AIM OF THE TASK: Within the listing below, filter for "numbered" and copy every matching line.

INFORMATION PROVIDED:
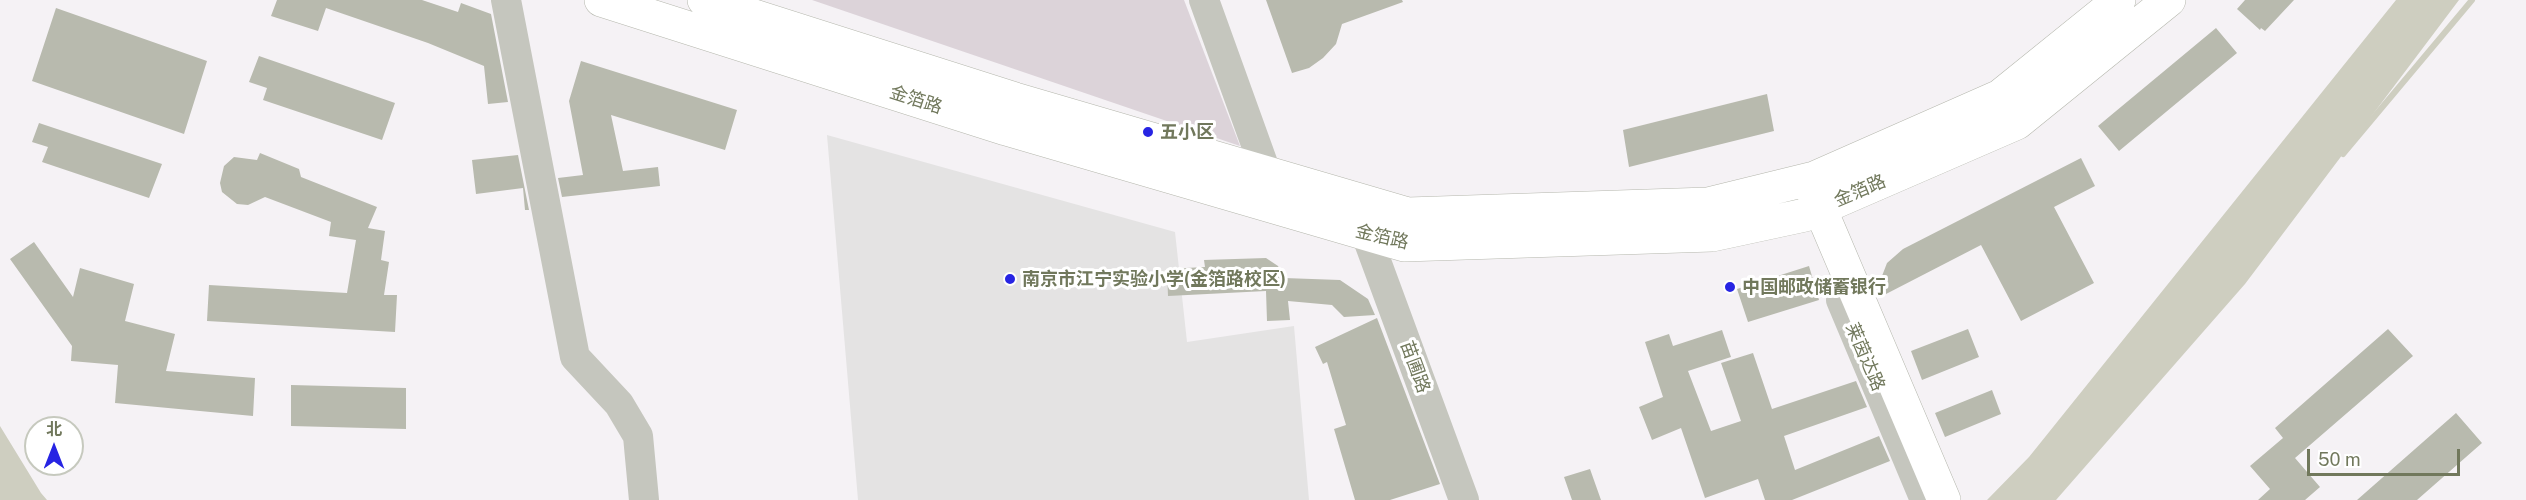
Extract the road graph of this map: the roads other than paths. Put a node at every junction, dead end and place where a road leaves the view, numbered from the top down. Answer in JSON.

* * *

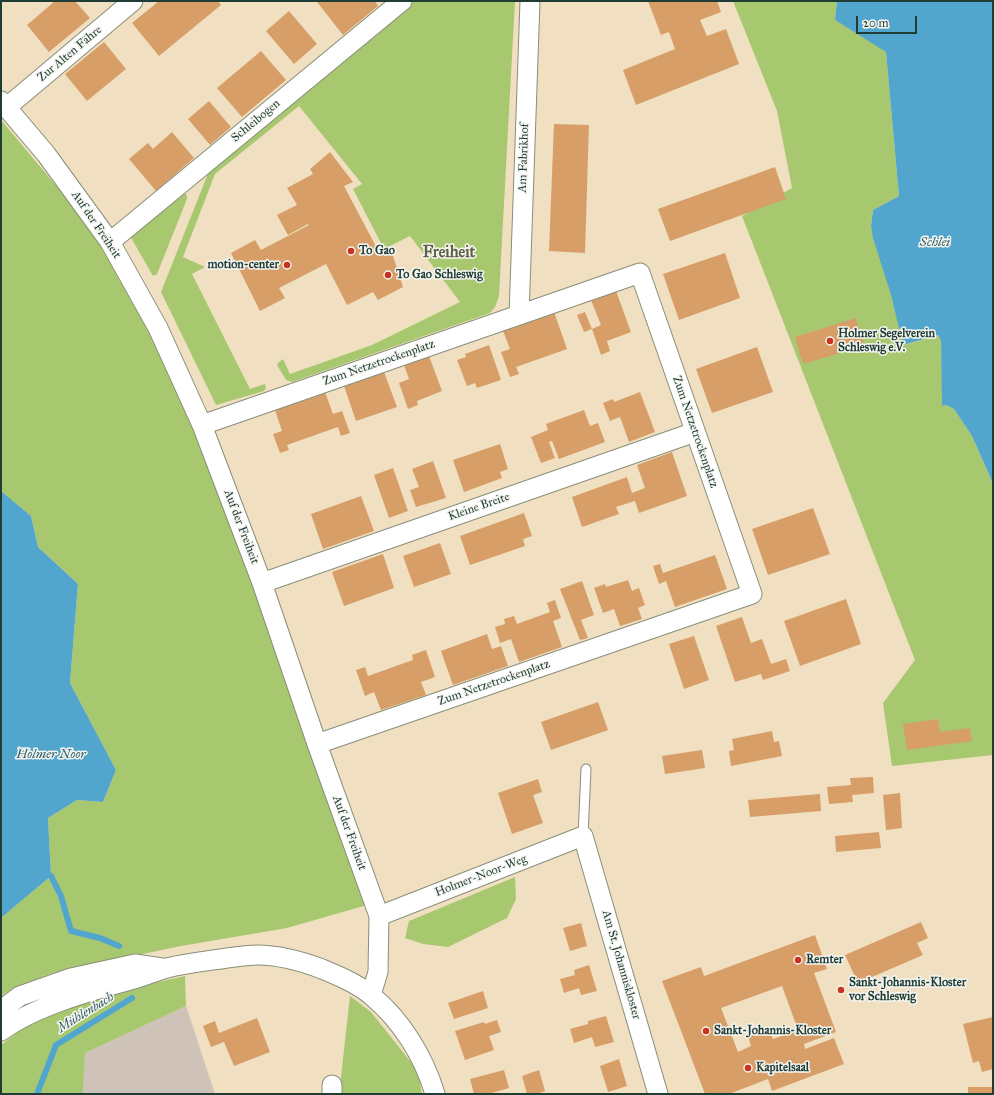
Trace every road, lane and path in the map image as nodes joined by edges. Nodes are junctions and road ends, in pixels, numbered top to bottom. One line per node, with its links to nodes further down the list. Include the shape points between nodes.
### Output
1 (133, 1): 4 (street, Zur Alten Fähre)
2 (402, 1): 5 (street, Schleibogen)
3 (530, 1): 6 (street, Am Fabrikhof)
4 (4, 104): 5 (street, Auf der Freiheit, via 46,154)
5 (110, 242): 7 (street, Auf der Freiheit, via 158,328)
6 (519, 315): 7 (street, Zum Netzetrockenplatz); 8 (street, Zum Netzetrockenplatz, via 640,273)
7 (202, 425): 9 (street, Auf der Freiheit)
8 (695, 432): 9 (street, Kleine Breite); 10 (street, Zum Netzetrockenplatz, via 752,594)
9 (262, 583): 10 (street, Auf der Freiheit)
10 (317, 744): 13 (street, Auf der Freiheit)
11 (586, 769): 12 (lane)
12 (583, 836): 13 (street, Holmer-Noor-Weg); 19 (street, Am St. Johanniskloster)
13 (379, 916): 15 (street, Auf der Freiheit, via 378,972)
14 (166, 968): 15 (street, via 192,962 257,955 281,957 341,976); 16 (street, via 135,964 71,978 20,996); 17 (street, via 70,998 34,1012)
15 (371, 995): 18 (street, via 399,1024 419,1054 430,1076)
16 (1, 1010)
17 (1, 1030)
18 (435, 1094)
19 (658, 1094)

WRITTEN ANSWER:
Extract the road graph of this map: the roads other than paths. Put a node at every junction, dead end and place where a road leaves the view, numbered from the top down. Answer in JSON.
Trace every road, lane and path in the map image as nodes joined by edges. Nodes are junctions and road ends, in pixels, numbered top to bottom. One line per node, with its links to nodes further down the list. Include the shape points between nodes.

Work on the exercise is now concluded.